Why don’t Quakers take communion? Why don’t they baptize? Early Quakers believed that the church was full of empty forms, and they sought the real substance of being filled by the Holy Spirit. Quaker professor Michael Birkel of Earlham College explains.
There’s a phrase that goes through both the gospel of Luke and its sequel, the Book of the Acts, and that phrase is, “being filled with the Spirit.” “Filled with the Holy Spirit.”
There are moments in stories in that book where they say, “and so-and-so, being filled with the Spirit, goes off and does something wonderful.” And Early Quakers I think felt that they themselves were filled with that same Spirit. So it was really that experience. Some of it was structure and so forth – or lack thereof – but I think the fundamental thing was that experience of being filled and led by the Holy Spirit.
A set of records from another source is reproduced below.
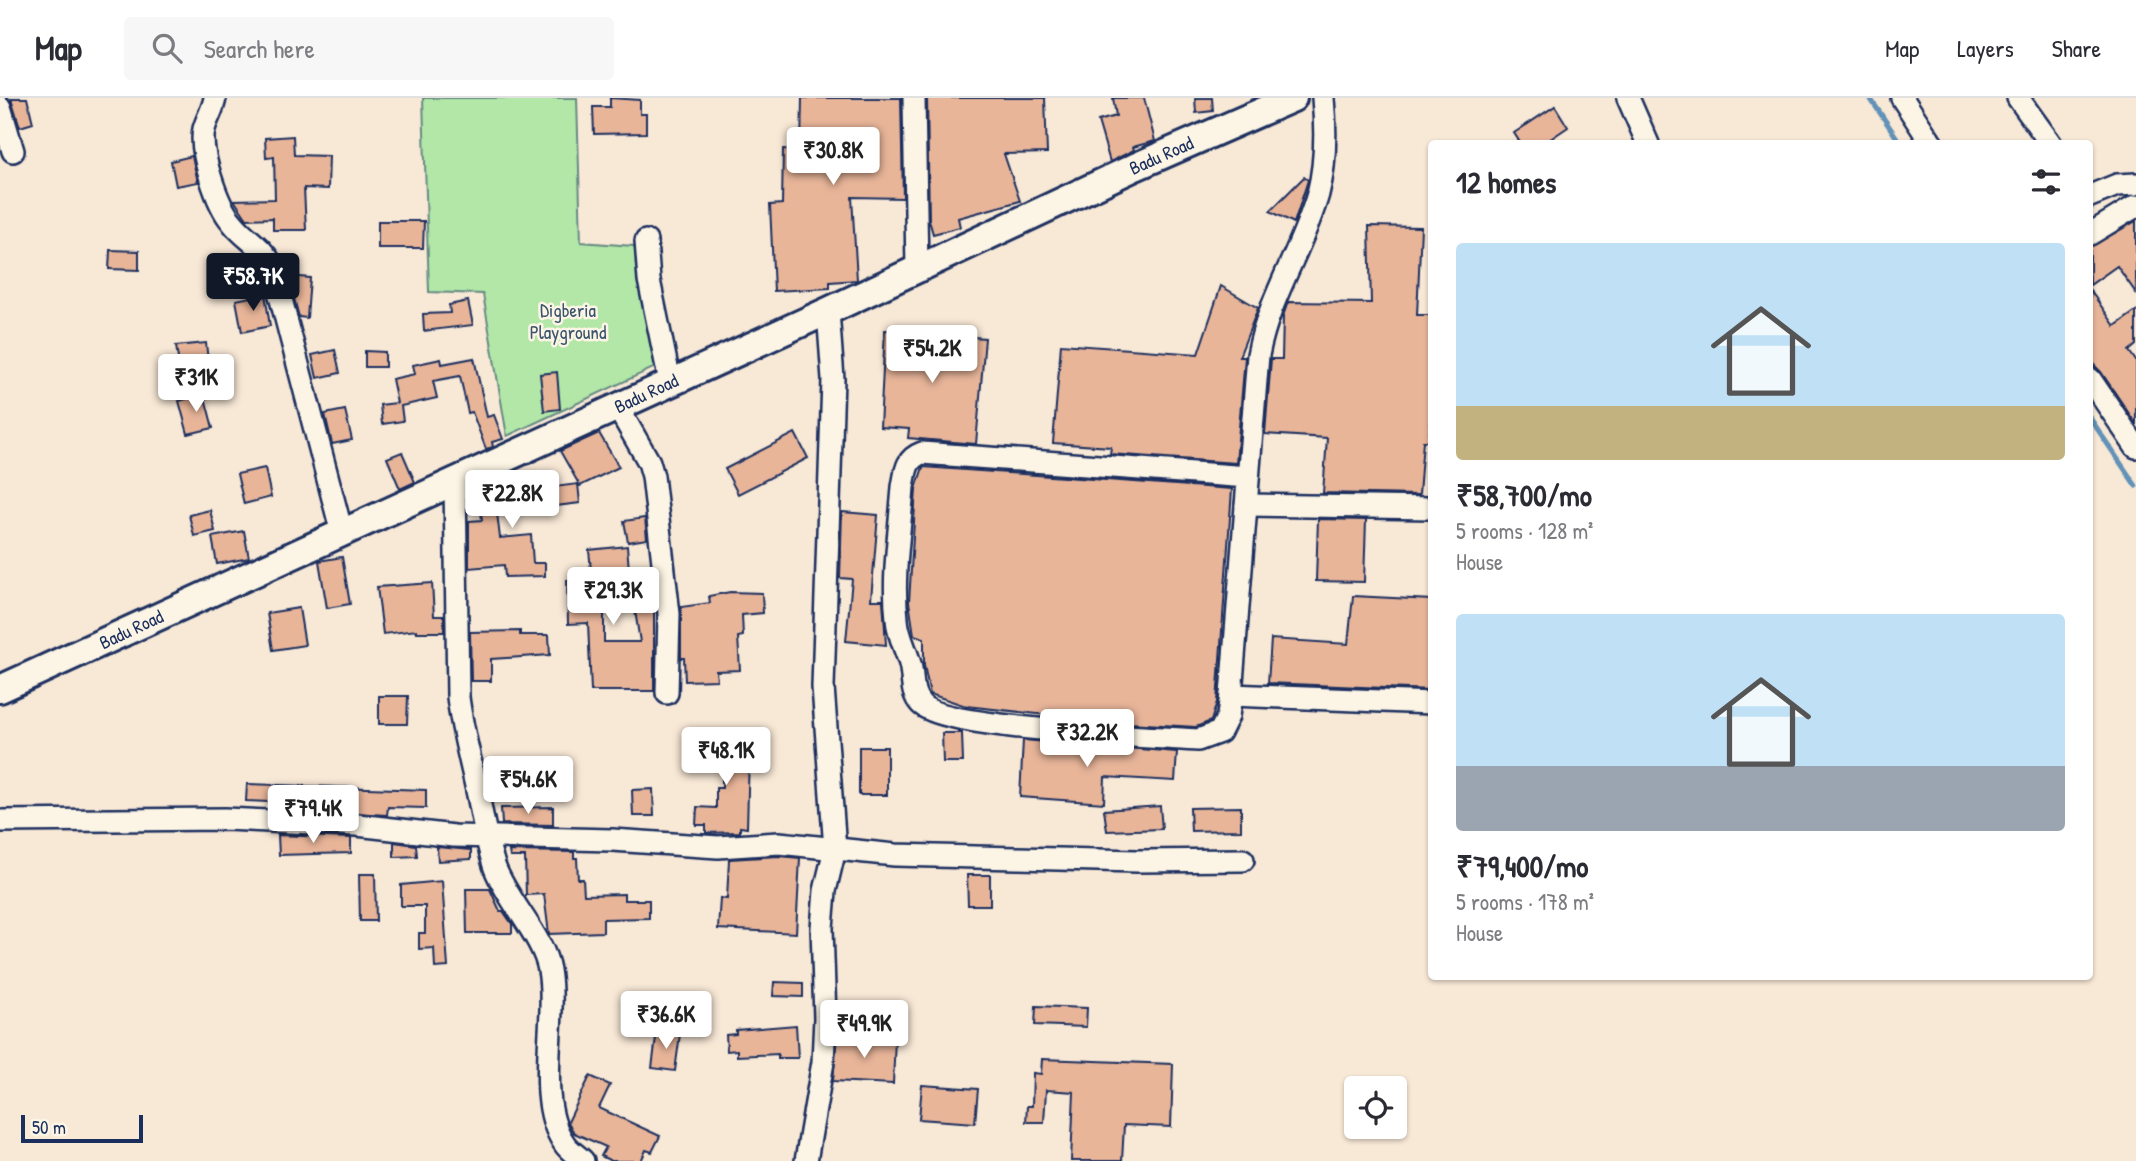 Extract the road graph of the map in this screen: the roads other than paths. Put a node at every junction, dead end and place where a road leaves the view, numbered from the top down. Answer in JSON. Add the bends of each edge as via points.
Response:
{"nodes":[{"id":1,"x":215,"y":98,"type":"edge"},
{"id":2,"x":914,"y":98,"type":"edge"},
{"id":3,"x":1293,"y":98,"type":"edge"},
{"id":4,"x":1323,"y":98,"type":"edge"},
{"id":5,"x":1628,"y":98,"type":"edge"},
{"id":6,"x":1902,"y":98,"type":"edge"},
{"id":7,"x":2018,"y":98,"type":"edge"},
{"id":8,"x":0,"y":107,"type":"edge"},
{"id":9,"x":1646,"y":140,"type":"edge"},
{"id":10,"x":1928,"y":140,"type":"edge"},
{"id":11,"x":2048,"y":140,"type":"edge"},
{"id":12,"x":13,"y":151,"type":"dead end"},
{"id":13,"x":2136,"y":184,"type":"edge"},
{"id":14,"x":2093,"y":195,"type":"edge"},
{"id":15,"x":2093,"y":200,"type":"edge"},
{"id":16,"x":2136,"y":206,"type":"edge"},
{"id":17,"x":2108,"y":222,"type":"junction"},
{"id":18,"x":2093,"y":232,"type":"edge"},
{"id":19,"x":646,"y":241,"type":"dead end"},
{"id":20,"x":917,"y":269,"type":"junction"},
{"id":21,"x":828,"y":311,"type":"junction"},
{"id":22,"x":670,"y":382,"type":"junction"},
{"id":23,"x":2093,"y":383,"type":"edge"},
{"id":24,"x":617,"y":406,"type":"junction"},
{"id":25,"x":2136,"y":447,"type":"edge"},
{"id":26,"x":1248,"y":477,"type":"junction"},
{"id":27,"x":455,"y":481,"type":"junction"},
{"id":28,"x":1246,"y":505,"type":"junction"},
{"id":29,"x":1428,"y":508,"type":"edge"},
{"id":30,"x":342,"y":533,"type":"junction"},
{"id":31,"x":0,"y":689,"type":"edge"},
{"id":32,"x":667,"y":694,"type":"dead end"},
{"id":33,"x":1231,"y":695,"type":"junction"},
{"id":34,"x":1428,"y":703,"type":"edge"},
{"id":35,"x":0,"y":821,"type":"edge"},
{"id":36,"x":487,"y":837,"type":"junction"},
{"id":37,"x":835,"y":849,"type":"junction"},
{"id":38,"x":1243,"y":860,"type":"dead end"},
{"id":39,"x":583,"y":1161,"type":"edge"},
{"id":40,"x":806,"y":1161,"type":"edge"}],
"edges":[{"from":1,"to":30,"type":"street","via":[[204,129],[212,181],[230,220],[263,249],[272,265]]},
{"from":2,"to":20,"type":"street"},
{"from":3,"to":20,"type":"main road","name":"Badu Road"},
{"from":4,"to":26,"type":"street","via":[[1325,142],[1318,194],[1271,303],[1261,342]]},
{"from":5,"to":9,"type":"street"},
{"from":6,"to":10,"type":"street"},
{"from":7,"to":11,"type":"street"},
{"from":8,"to":12,"type":"street"},
{"from":13,"to":14,"type":"street"},
{"from":15,"to":17,"type":"street"},
{"from":16,"to":17,"type":"street"},
{"from":17,"to":18,"type":"street"},
{"from":19,"to":22,"type":"street","via":[[649,280]]},
{"from":20,"to":21,"type":"main road","name":"Badu Road"},
{"from":21,"to":22,"type":"main road","name":"Badu Road"},
{"from":21,"to":37,"type":"street","via":[[833,379],[823,687]]},
{"from":22,"to":24,"type":"main road","name":"Badu Road"},
{"from":23,"to":25,"type":"street"},
{"from":24,"to":27,"type":"main road","name":"Badu Road"},
{"from":24,"to":32,"type":"street","via":[[653,476],[669,614]]},
{"from":26,"to":28,"type":"street"},
{"from":26,"to":33,"type":"street","via":[[922,453],[906,466],[898,548],[896,618],[901,643],[911,668],[912,691],[934,712],[1030,728],[1198,740],[1220,732]]},
{"from":27,"to":30,"type":"main road","name":"Badu Road"},
{"from":27,"to":36,"type":"street","via":[[458,696]]},
{"from":28,"to":29,"type":"street"},
{"from":28,"to":33,"type":"street"},
{"from":30,"to":31,"type":"main road","name":"Badu Road"},
{"from":33,"to":34,"type":"street"},
{"from":35,"to":36,"type":"street","via":[[225,819]]},
{"from":36,"to":37,"type":"street","via":[[718,847],[779,843]]},
{"from":36,"to":39,"type":"street","via":[[508,897],[540,944],[549,967],[554,1125],[565,1145]]},
{"from":37,"to":38,"type":"street","via":[[895,855]]},
{"from":37,"to":40,"type":"street","via":[[822,928],[823,1062]]}]}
Early Quakers yearned for a revival of primitive Christianity because – in their experience – the life of the established church around them was one of form without substance. You could have a ritual, you could have a program, you could have a structure, but it could be there with no electricity running through the wires.
So imagine going to a church service. Ok, you’re supposed to say some prayers whether those prayers speak what you’re feeling at that moment or not. You’re supposed to recite a creed that contains someone else’s theological reflections that you may or may not agree with. You’re supposed to sing some hymns. You know, there’s the old joke, “why aren’t Quaker good at singing hymns?” “Because they’re always looking ahead to see whether or not they agree with the words.” Well that’s where that comes from.
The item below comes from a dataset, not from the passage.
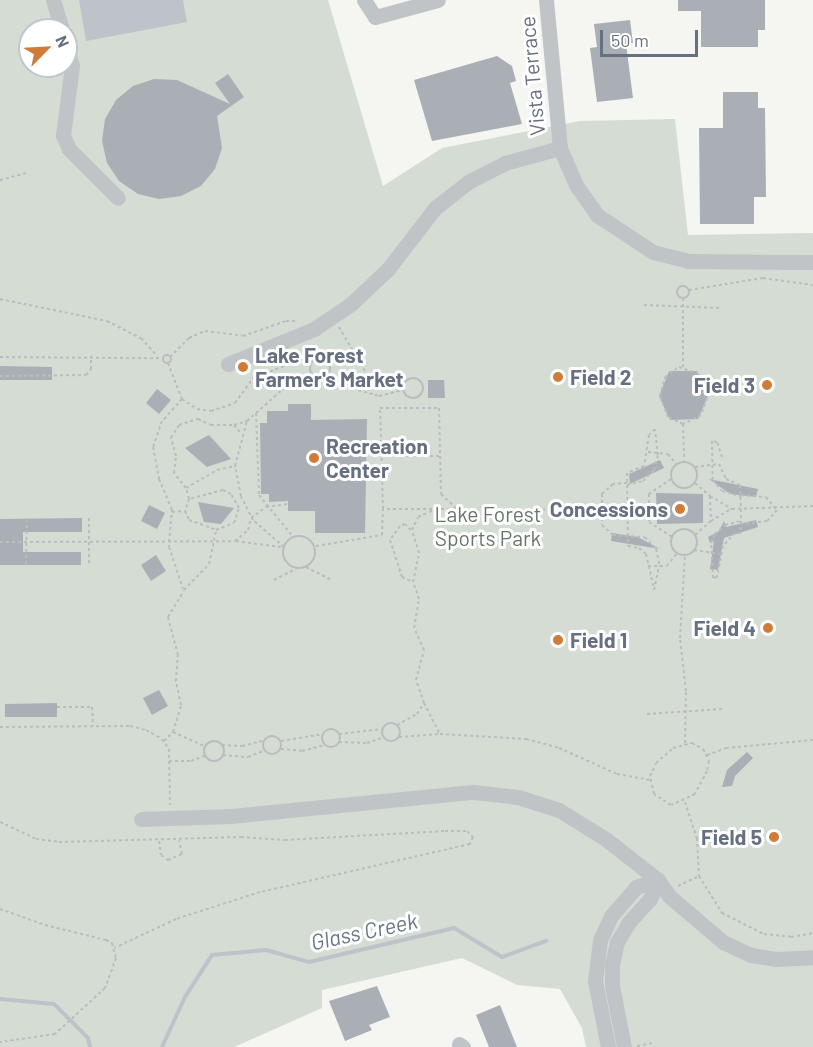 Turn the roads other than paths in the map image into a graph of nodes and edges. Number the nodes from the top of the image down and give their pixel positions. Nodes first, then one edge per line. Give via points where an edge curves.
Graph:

You know, you can force someone in a sense – in that circumstance – to sing something that is dishonest for them. And then you listen to a sermon and a good puritan sermon has been crafted for days by the preacher who has given a lot of thought to it. But if it’s all up in your head but not in your heart – if it’s all in your book but it’s not led by an immediate sense of Divine presence, it’s form without substance.
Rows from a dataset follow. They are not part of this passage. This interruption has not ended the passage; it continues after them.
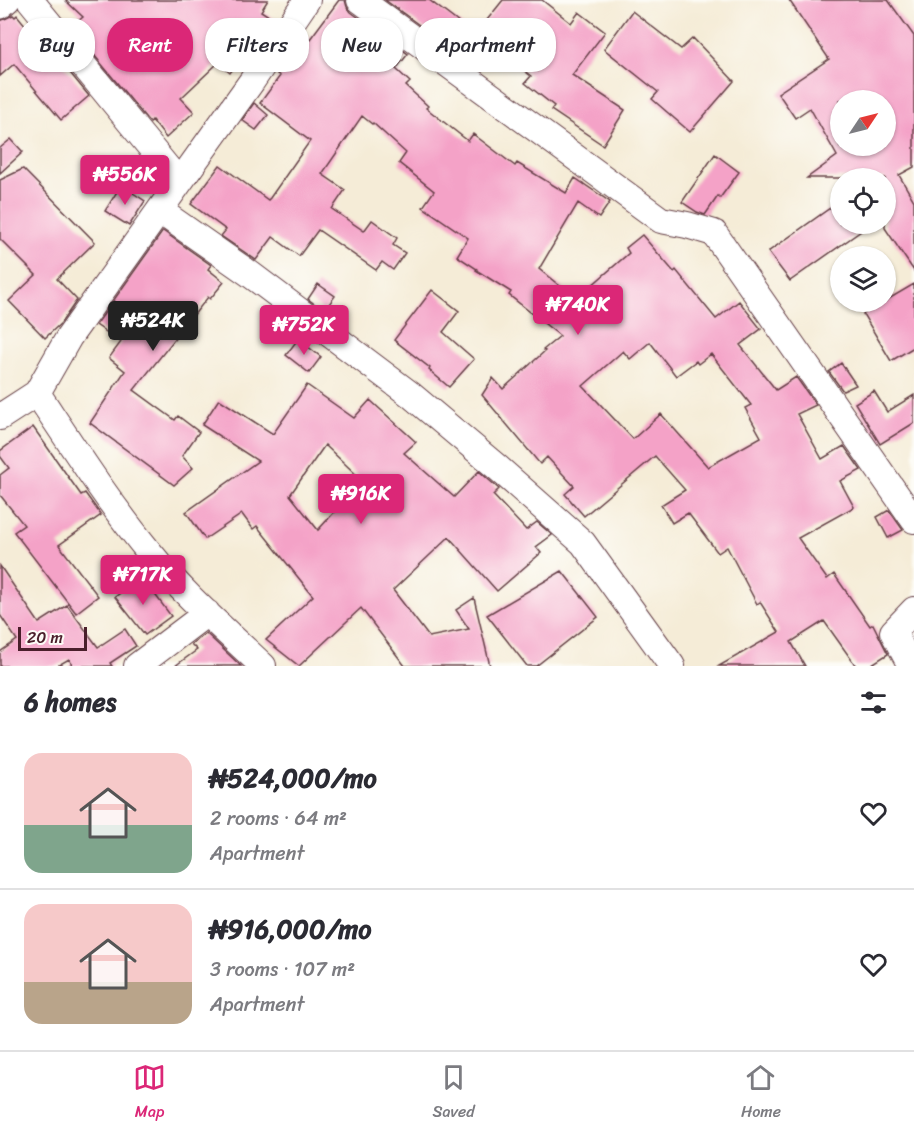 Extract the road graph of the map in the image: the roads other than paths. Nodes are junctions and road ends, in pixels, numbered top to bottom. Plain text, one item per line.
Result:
1 (7, 0) edge
2 (30, 0) edge
3 (307, 0) edge
4 (360, 0) edge
5 (0, 6) edge
6 (179, 183) junction
7 (160, 211) junction
8 (37, 393) junction
9 (0, 417) edge
10 (914, 520) edge
11 (914, 610) edge
12 (207, 613) junction
13 (137, 666) edge
14 (263, 666) edge
15 (672, 666) edge
16 (911, 666) edge

1 - 5 street
2 - 6 street
3 - 6 street
4 - 10 street
6 - 7 street
7 - 8 street
7 - 15 street
8 - 9 street
8 - 12 street
11 - 16 street
12 - 13 street
12 - 14 street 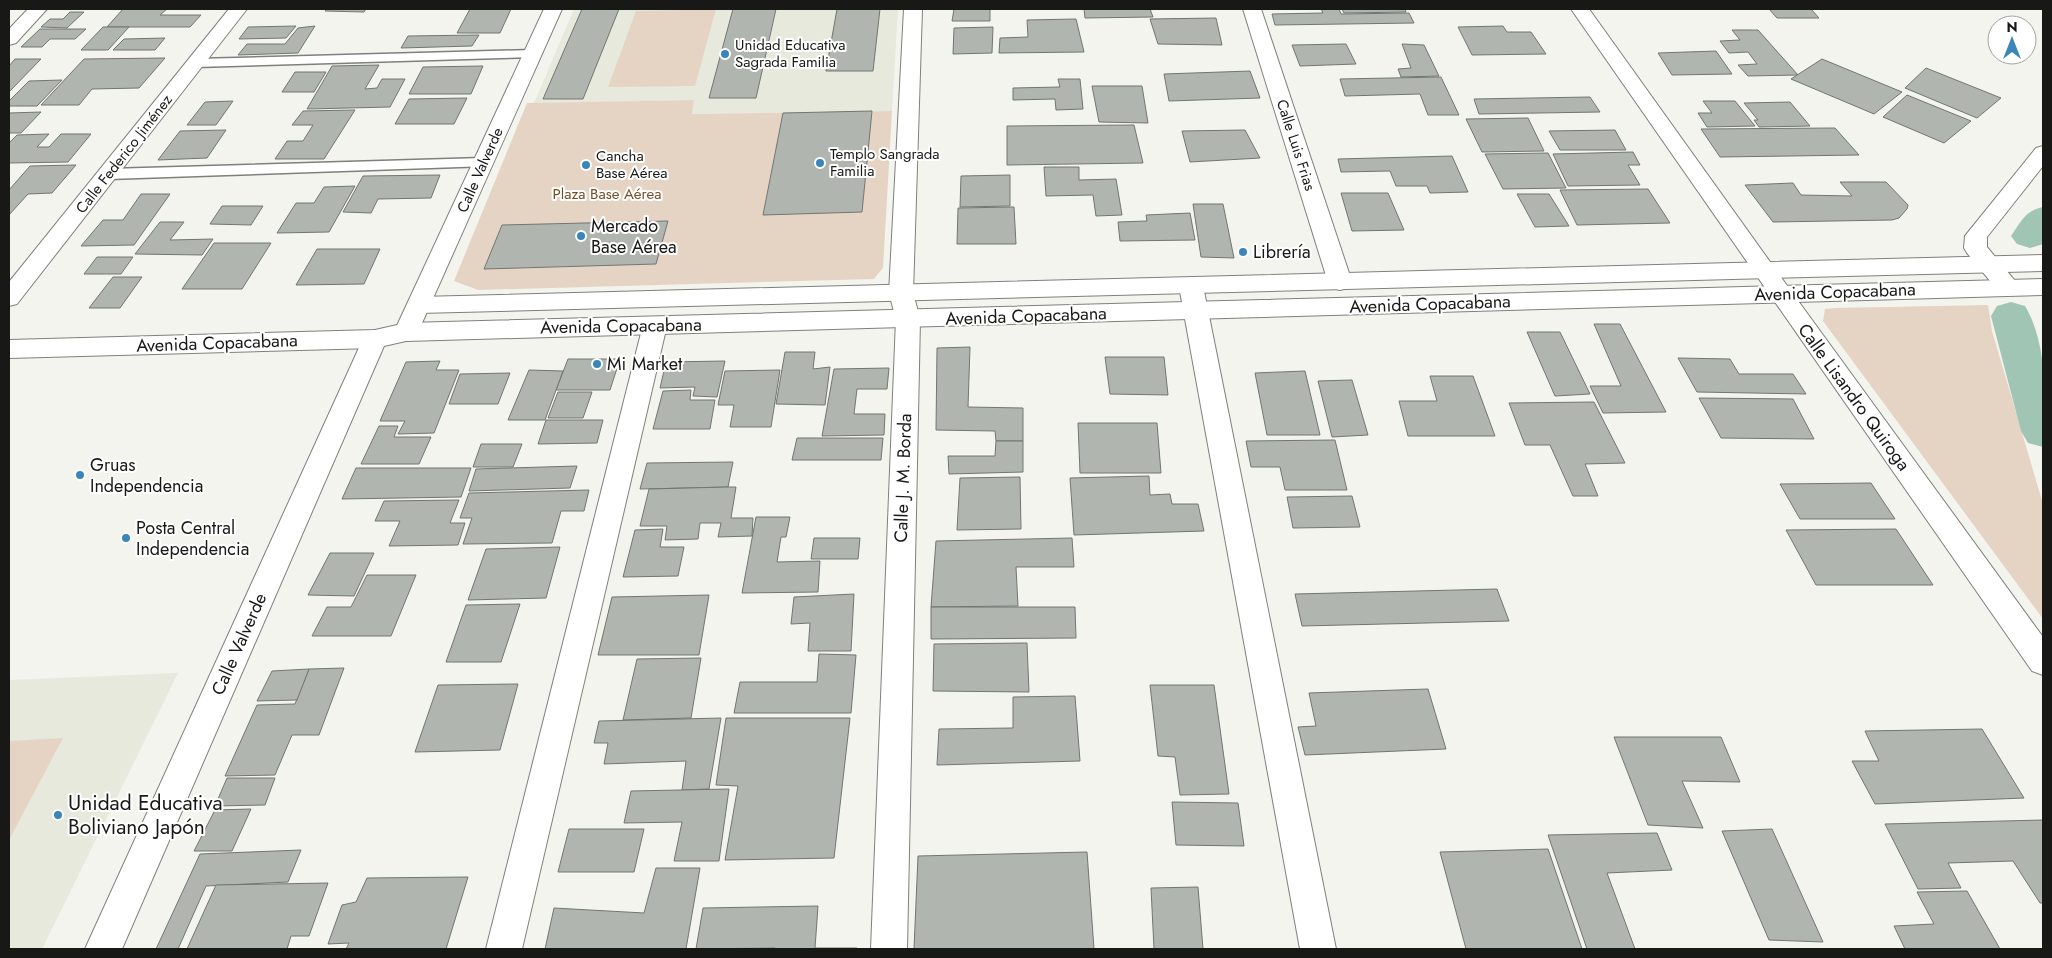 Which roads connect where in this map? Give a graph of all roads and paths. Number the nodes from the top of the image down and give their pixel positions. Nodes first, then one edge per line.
1 (38, 9) edge
2 (238, 9) edge
3 (553, 9) edge
4 (913, 9) edge
5 (1252, 9) edge
6 (1580, 9) edge
7 (9, 39) edge
8 (532, 54) junction
9 (196, 63) junction
10 (2043, 152) edge
11 (483, 163) junction
12 (108, 174) junction
13 (2043, 263) edge
14 (1988, 264) junction
15 (1763, 269) junction
16 (1340, 282) junction
17 (2008, 287) junction
18 (2043, 287) edge
19 (1780, 293) junction
20 (9, 298) edge
21 (1193, 298) junction
22 (419, 305) junction
23 (904, 306) junction
24 (655, 325) junction
25 (406, 332) junction
26 (375, 339) junction
27 (9, 349) edge
28 (2043, 661) edge
29 (103, 949) edge
30 (504, 949) edge
31 (889, 949) edge
32 (1318, 949) edge

1 - 7 street
2 - 9 street, Calle Federico Jiménez
3 - 8 street, Calle Valverde
4 - 23 street, Calle J. M. Borda
5 - 16 street, Calle Luis Frias
6 - 15 street, Calle Lisandro Quiroga
8 - 9 lane
8 - 11 street, Calle Valverde
9 - 12 street, Calle Federico Jiménez
10 - 14 street
11 - 12 lane
11 - 22 street, Calle Valverde
12 - 20 street, Calle Federico Jiménez
13 - 14 street, Avenida Copacabana
14 - 15 street, Avenida Copacabana
14 - 17 street
15 - 16 street, Avenida Copacabana
15 - 19 street, Calle Lisandro Quiroga
16 - 21 street, Avenida Copacabana
17 - 18 street, Avenida Copacabana
17 - 19 street, Avenida Copacabana
19 - 21 street, Avenida Copacabana
19 - 28 street, Calle Lisandro Quiroga
21 - 23 street, Avenida Copacabana
21 - 32 street
22 - 23 street, Avenida Copacabana
22 - 25 street, Calle Valverde
23 - 24 street, Avenida Copacabana
23 - 31 street, Calle J. M. Borda
24 - 25 street, Avenida Copacabana
24 - 30 street
25 - 26 street, Avenida Copacabana
26 - 27 street, Avenida Copacabana
26 - 29 street, Calle Valverde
The same thing for the sacraments – there was a lot of debate going on about communion and about baptism – what they ought to look like, how such rituals should be performed, what the theological and spiritual meaning of these experiences ought to be. If communion meant union with God, you can have the formal elements of communion but no real unity, no sense of union with God happening.
And so form without substance was their experience of the organized churches and they said, “we’re going to get together and let the Spirit guide us, and that may lead us in radical directions.” Like, even women ministering, which was shocking. Perhaps one of the most shocking parts of their message to those around them.